Ложное: мы говорим культура и подразумеваем под этим словом творения искусства, где главным действующим лицом почти всегда является любовь; мы говорим любовь и почти всегда ассоциируем с этим словом секс; мы говорим секс и стыдливо морщимся, вспоминая при этом спаривающихся собак. Со всей этой цепочки не так уж и сложно сделать вывод, что бытующее сегодня среди основной массы людей понимание слова «культура» связано с нашей животностью и духовному, божественному здесь практически нет места.

В былые времена сплетники распространяли информацию из-за любви к искусству. Нынче журналисты делают то же самое, но за деньги.

Русский человек слишком ценит свою свободу, чтобы связывать себя точностью во времени.

Для людей, не способных постичь истину, смерть – это затяжной прыжок в яму.

Жизнь коротка, чтобы можно было безнаказанно транжирить время.

Все люди рождаются, ползают на четвереньках сопливыми, нацепляют галстук значимости, сгибаются под тяжестью прожитых лет и умирают. Не следует ни перед кем ни робеть, ни заноситься.

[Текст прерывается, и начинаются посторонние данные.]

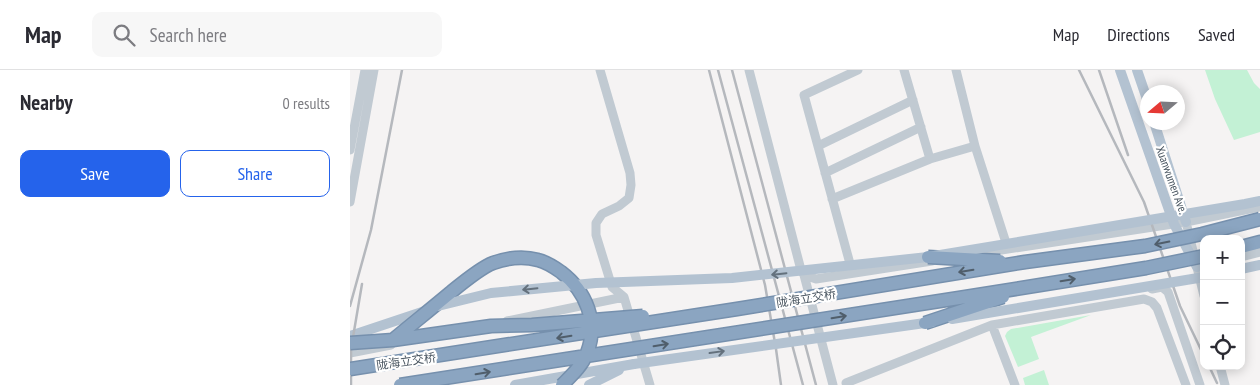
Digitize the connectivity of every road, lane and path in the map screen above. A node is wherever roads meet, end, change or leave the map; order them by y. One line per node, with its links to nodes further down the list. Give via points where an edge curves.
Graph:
1 (365, 70): 16 (street)
2 (374, 70): 21 (street)
3 (600, 70): 41 (street, via 631,185 629,198 602,214 596,223 596,235 612,287)
4 (749, 70): 38 (street)
5 (858, 70): 14 (street, via 804,95)
6 (904, 70): 11 (street)
7 (956, 70): 15 (street)
8 (1120, 70): 25 (main road, Xuanwumen Ave.)
9 (1137, 70): 10 (main road)
10 (1142, 85)
11 (913, 100): 12 (street); 14 (street)
12 (921, 127): 17 (street); 18 (street)
13 (1157, 130): 24 (main road)
14 (818, 146): 18 (street)
15 (976, 146): 17 (street); 28 (street)
16 (350, 150)
17 (930, 159): 19 (street)
18 (825, 172): 19 (street)
19 (832, 199): 37 (street)
20 (1260, 201): 30 (main road, bridge)
21 (350, 202)
22 (1260, 207): 24 (street)
23 (1260, 218): 32 (highway, 陇海立交桥, one-way to 32, bridge, via 1145,246)
24 (1186, 222): 25 (street); 31 (street)
25 (1174, 224): 28 (street); 33 (main road, Xuanwumen Ave.)
26 (1259, 245): 27 (highway); 29 (street)
27 (1245, 247)
28 (1008, 250): 37 (street)
29 (1245, 254)
30 (928, 257): 32 (highway, bridge); 46 (main road, one-way to 46, bridge, via 732,278 596,283 491,293 438,306)
31 (1200, 260)
32 (1025, 262): 42 (highway, 陇海立交桥, one-way to 42, bridge)
33 (1200, 262)
34 (1200, 263): 40 (highway, 陇海立交桥, one-way to 34, bridge)
35 (1260, 265): 36 (main road)
36 (1245, 268)
37 (853, 273): 38 (street, via 816,279)
38 (804, 275): 47 (street)
39 (1200, 278): 43 (main road, bridge)
40 (1040, 285): 44 (highway, bridge); 54 (highway, 陇海立交桥, one-way to 40, bridge)
41 (624, 297): 50 (street); 58 (street)
42 (737, 309): 48 (highway, bridge, via 491,326); 52 (highway, 陇海立交桥, one-way to 52, bridge)
43 (1004, 310): 44 (main road, bridge); 47 (street); 63 (street, via 1162,287 1168,292)
44 (925, 323): 51 (main road, one-way to 44, bridge)
45 (992, 325): 60 (street); 61 (street); 62 (street, via 1144,299 1157,308)
46 (350, 336)
47 (820, 336): 59 (street)
48 (392, 340): 49 (highway, bridge); 56 (highway, bridge, via 492,263 526,258 540,260 554,267 579,289 590,313 588,351)
49 (350, 343)
50 (350, 353)
51 (634, 364): 55 (main road, bridge); 57 (main road)
52 (350, 369)
53 (1221, 370): 64 (street)
54 (400, 385)
55 (515, 385)
56 (562, 385)
57 (589, 385)
58 (650, 385)
59 (833, 385)
60 (847, 385)
61 (1015, 385)
62 (1186, 385)
63 (1200, 385)
64 (1225, 385)

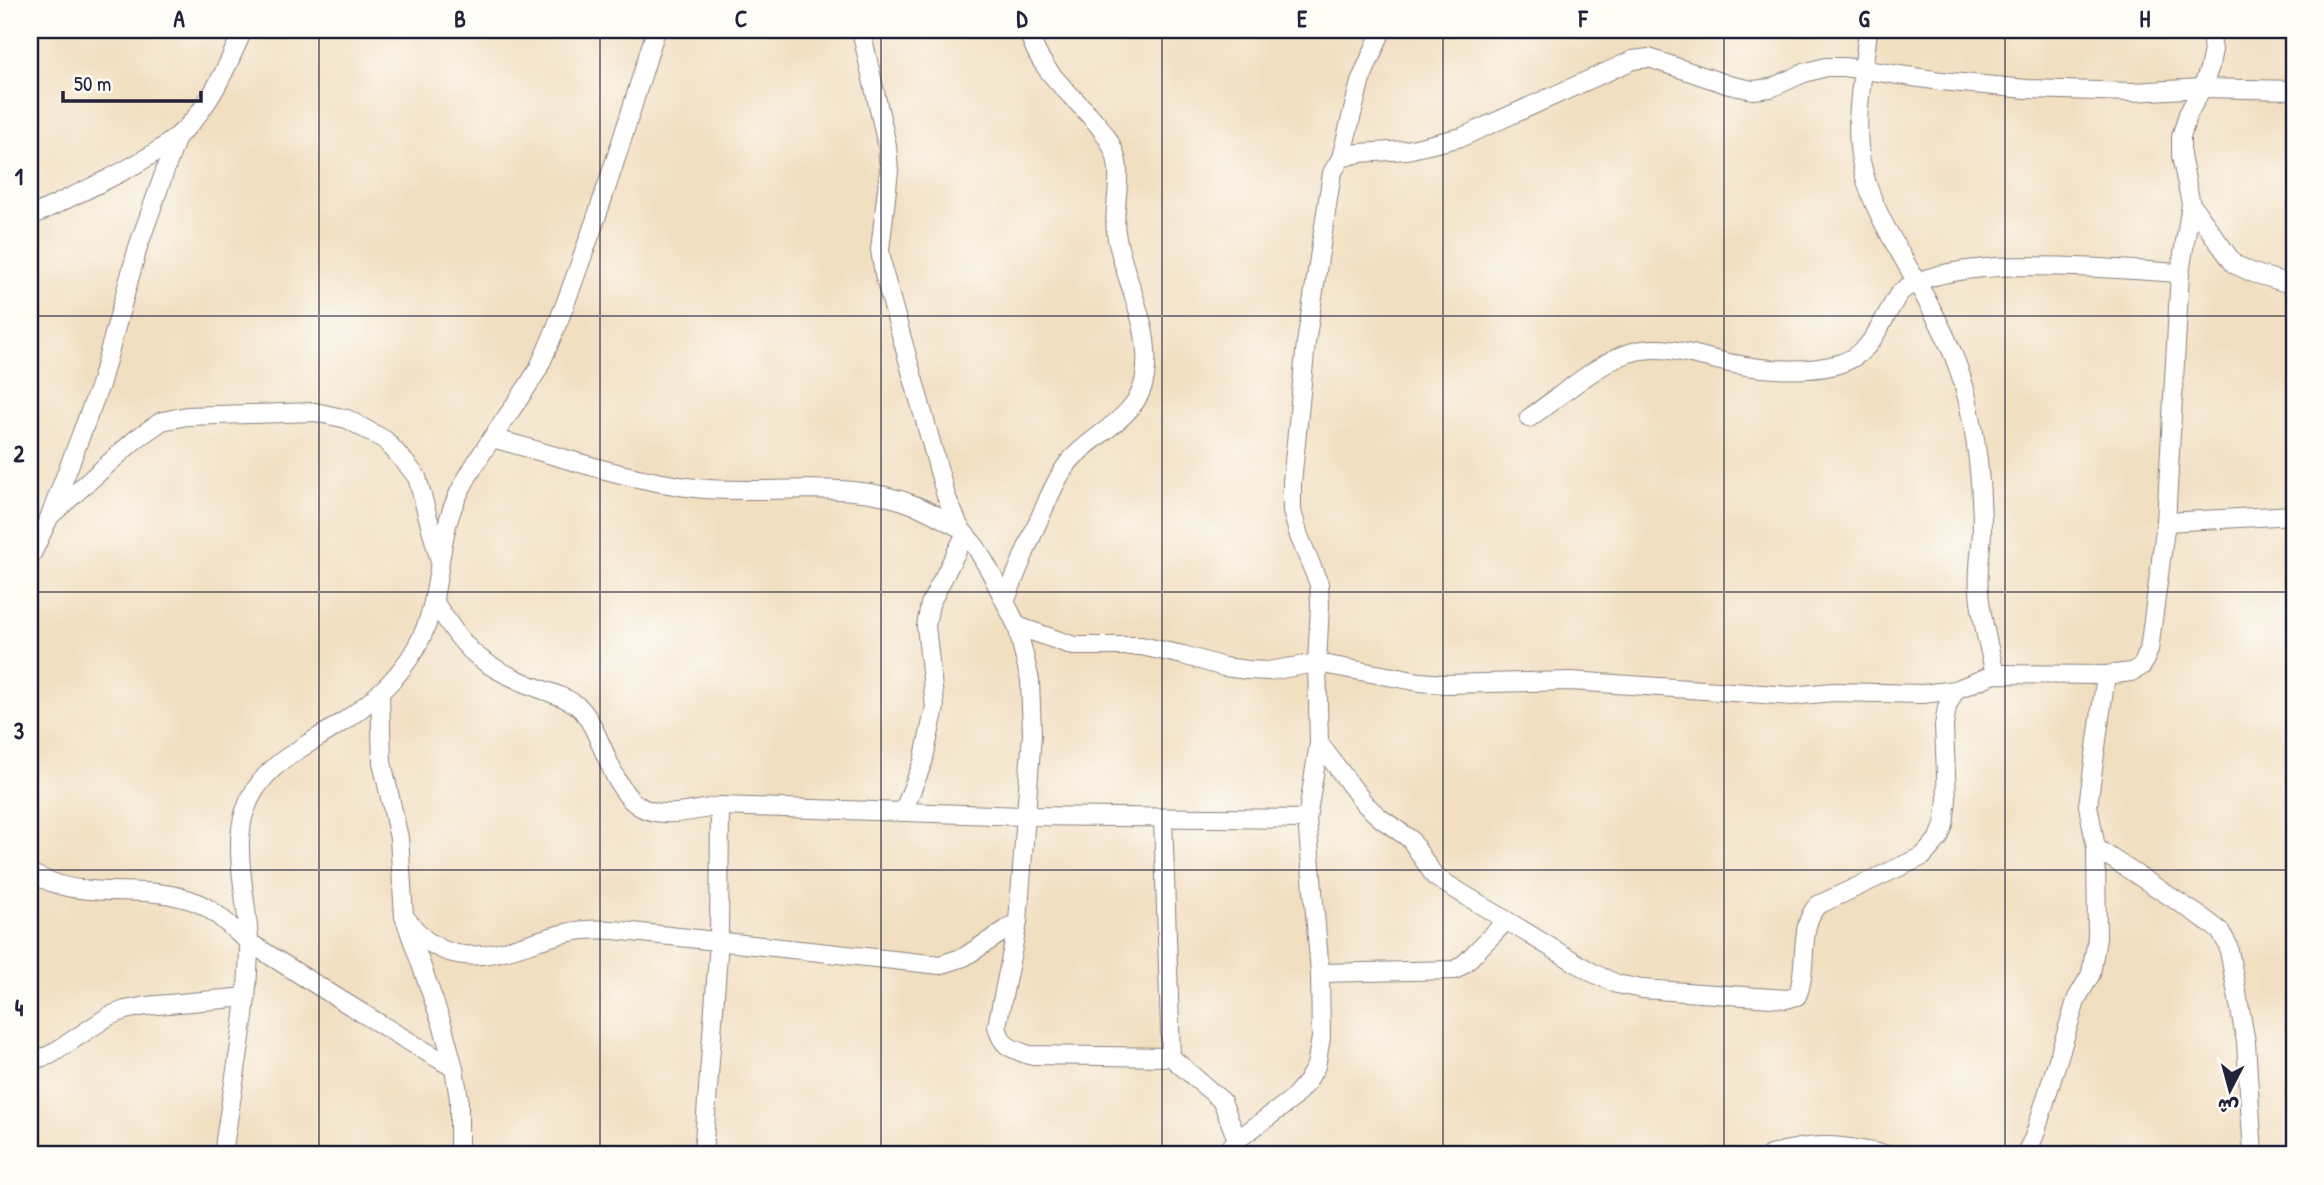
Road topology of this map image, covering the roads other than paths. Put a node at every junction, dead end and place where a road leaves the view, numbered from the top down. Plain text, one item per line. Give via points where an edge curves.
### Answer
1 (243, 30) edge
2 (656, 30) edge
3 (861, 30) edge
4 (1027, 30) edge
5 (1382, 30) edge
6 (1868, 30) edge
7 (2210, 30) edge
8 (1864, 70) junction
9 (2202, 88) junction
10 (2294, 90) edge
11 (177, 137) junction
12 (1341, 158) junction
13 (2191, 205) junction
14 (30, 216) edge
15 (2180, 273) junction
16 (1916, 281) junction
17 (2294, 285) edge
18 (1529, 418) dead end
19 (492, 438) junction
20 (2294, 514) edge
21 (50, 516) junction
22 (2166, 522) junction
23 (963, 532) junction
24 (30, 558) edge
25 (440, 565) junction
26 (1005, 601) junction
27 (435, 603) junction
28 (1017, 626) junction
29 (1317, 663) junction
30 (1995, 674) junction
31 (2106, 676) junction
32 (1955, 690) junction
33 (380, 694) junction
34 (1319, 743) junction
35 (720, 806) junction
36 (903, 812) junction
37 (1024, 816) junction
38 (1163, 818) junction
39 (1307, 820) junction
40 (2096, 848) junction
41 (30, 873) edge
42 (404, 916) junction
43 (1506, 921) junction
44 (1018, 922) junction
45 (719, 941) junction
46 (249, 942) junction
47 (1320, 973) junction
48 (246, 997) junction
49 (1171, 1057) junction
50 (30, 1060) edge
51 (454, 1069) junction
52 (1237, 1140) junction
53 (223, 1155) edge
54 (459, 1155) edge
55 (703, 1155) edge
56 (1224, 1155) edge
57 (1770, 1155) edge
58 (1887, 1155) edge
59 (2025, 1155) edge
60 (2253, 1155) edge

1 - 11 street via 225,72
2 - 19 street via 614,170 560,319 536,373
3 - 23 street via 887,145 889,171 880,250 884,274 946,496
4 - 26 street via 1042,63 1104,133 1115,152 1116,230 1142,319 1146,356 1145,379 1126,413 1069,462 1045,505
5 - 12 street via 1360,82
6 - 8 street
7 - 9 street via 2213,50
8 - 9 street via 2028,89 2133,92
8 - 12 street via 1826,67 1754,90 1649,58 1633,60 1462,137
8 - 16 street via 1858,128 1861,160 1880,218
9 - 10 street
9 - 13 street via 2181,137
11 - 14 street via 142,160
11 - 21 street via 138,247 100,385
12 - 29 street via 1332,173 1306,343 1292,482 1292,511 1319,584
13 - 15 street
13 - 17 street via 2234,264
15 - 16 street via 2012,266
15 - 22 street
16 - 18 street via 1899,293 1876,337 1855,358 1834,366 1740,365 1657,348 1622,355
16 - 30 street via 1957,362 1975,433 1981,522 1978,589
19 - 23 street via 660,483 734,491 850,490 886,496 917,505
19 - 25 street via 457,498 445,529
20 - 22 street
21 - 24 street
21 - 25 street via 162,421 315,411 347,419 385,440 404,461 416,477
22 - 31 street via 2149,650 2142,666
23 - 26 street
23 - 36 street via 930,604 926,626 935,707 923,762
25 - 27 street
26 - 28 street
27 - 33 street via 409,659
27 - 35 street via 479,660 579,707 634,804 670,813
28 - 29 street via 1074,646 1141,646 1224,667 1268,671
28 - 37 street via 1032,707
29 - 32 street via 1444,684 1571,681 1791,696
29 - 34 street
30 - 31 street
30 - 32 street
31 - 40 street via 2088,805
32 - 43 street via 1944,726 1947,799 1938,838 1923,856 1811,911 1797,996 1787,999 1617,984
33 - 42 street via 382,762 399,838
33 - 46 street via 275,765 257,784 240,837
34 - 39 street
34 - 43 street via 1364,803 1410,839 1435,877
35 - 36 street
35 - 45 street
36 - 37 street
37 - 38 street
37 - 44 street
38 - 39 street
38 - 49 street
39 - 47 street
40 - 59 street via 2097,938 2091,974 2077,999
40 - 60 street via 2220,930 2228,945 2246,1042
41 - 46 street via 78,889 153,891 184,898 221,916
42 - 45 street via 426,940 452,953 474,956 591,929
42 - 51 street
43 - 47 street via 1455,970
44 - 45 street via 964,957 940,965
44 - 49 street via 998,1026 1000,1039 1010,1048 1029,1055
45 - 55 street
46 - 48 street
46 - 51 street
47 - 52 street via 1321,1038 1316,1066 1291,1100
48 - 50 street via 125,1010 108,1016 50,1055
48 - 53 street
49 - 52 street via 1222,1101
51 - 54 street
52 - 56 street
57 - 58 street via 1828,1145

Не следует думать, что робость можно скрыть под напускной развязностью, грубостью или цинизмом. Нужно чувствовать себя равным всем окружающим. Равным, но может быть, обладающим чуть меньшим или чуть большим жизненным опытом. А опыт, как известно, дело наживное.

Одиночество – это наказание. Дозированное одиночество может быть наказанием и лекарством. Лекарство прописывают больным.

Зависть – величайшее из зол для человека. Она опустошает душу и заставляет иных всю жизнь насиловать себя и заниматься не своим делом.

Не следует стремиться  быть как все любой ценой, поскольку такой ценой может оказаться утрата личности.

Не стоит выпячивать себя по любому поводу – люди этого не любят. Но не следует и прятаться постоянно в тень – люди тебя не заметят и могут затоптать.

Между «я знаю, что это так» и «на мой взгляд, это так» дистанция, измеряемая десятилетиями жизни.

Принципиальность в значимых вопросах необходима. Но принципиальность в мелочах превращается в занудливость.

Жестокость вызывает трепет только в великих делах. Жестокость в мелочах вызывает презрение и ненависть.

Не следует спешить в порядке бравады говорить о себе плохо – люди и сами скажут это, когда найдется подходящий случай.

В жизни постоянно происходит эволюция ценностей. В каждом возрасте на первый план выдвигаются новые, вытесняя с этих позиций прежние.

Пьянство и наркомания является предательством, в первую очередь, самого себя.

Престижные одежда и машина никогда не заменят престижной головы.

Следует беречь свое здоровье. Не следует плыть в этом вопросе по течению. Назад  можно и не выгрести.

«Патриотизм является последним прибежищем негодяев» – слова ущербного человека, обделенного в детстве любовью родителей. Корни патриотизма в любви к родителям, к отчему дому, к своему городу или селу, к своей стране, а в итоге и к Земле в целом.

Мода – искусство выпендрежа.

В любой деревне на каждой из улиц всегда найдется свой дурак. Сколько же их в городе?!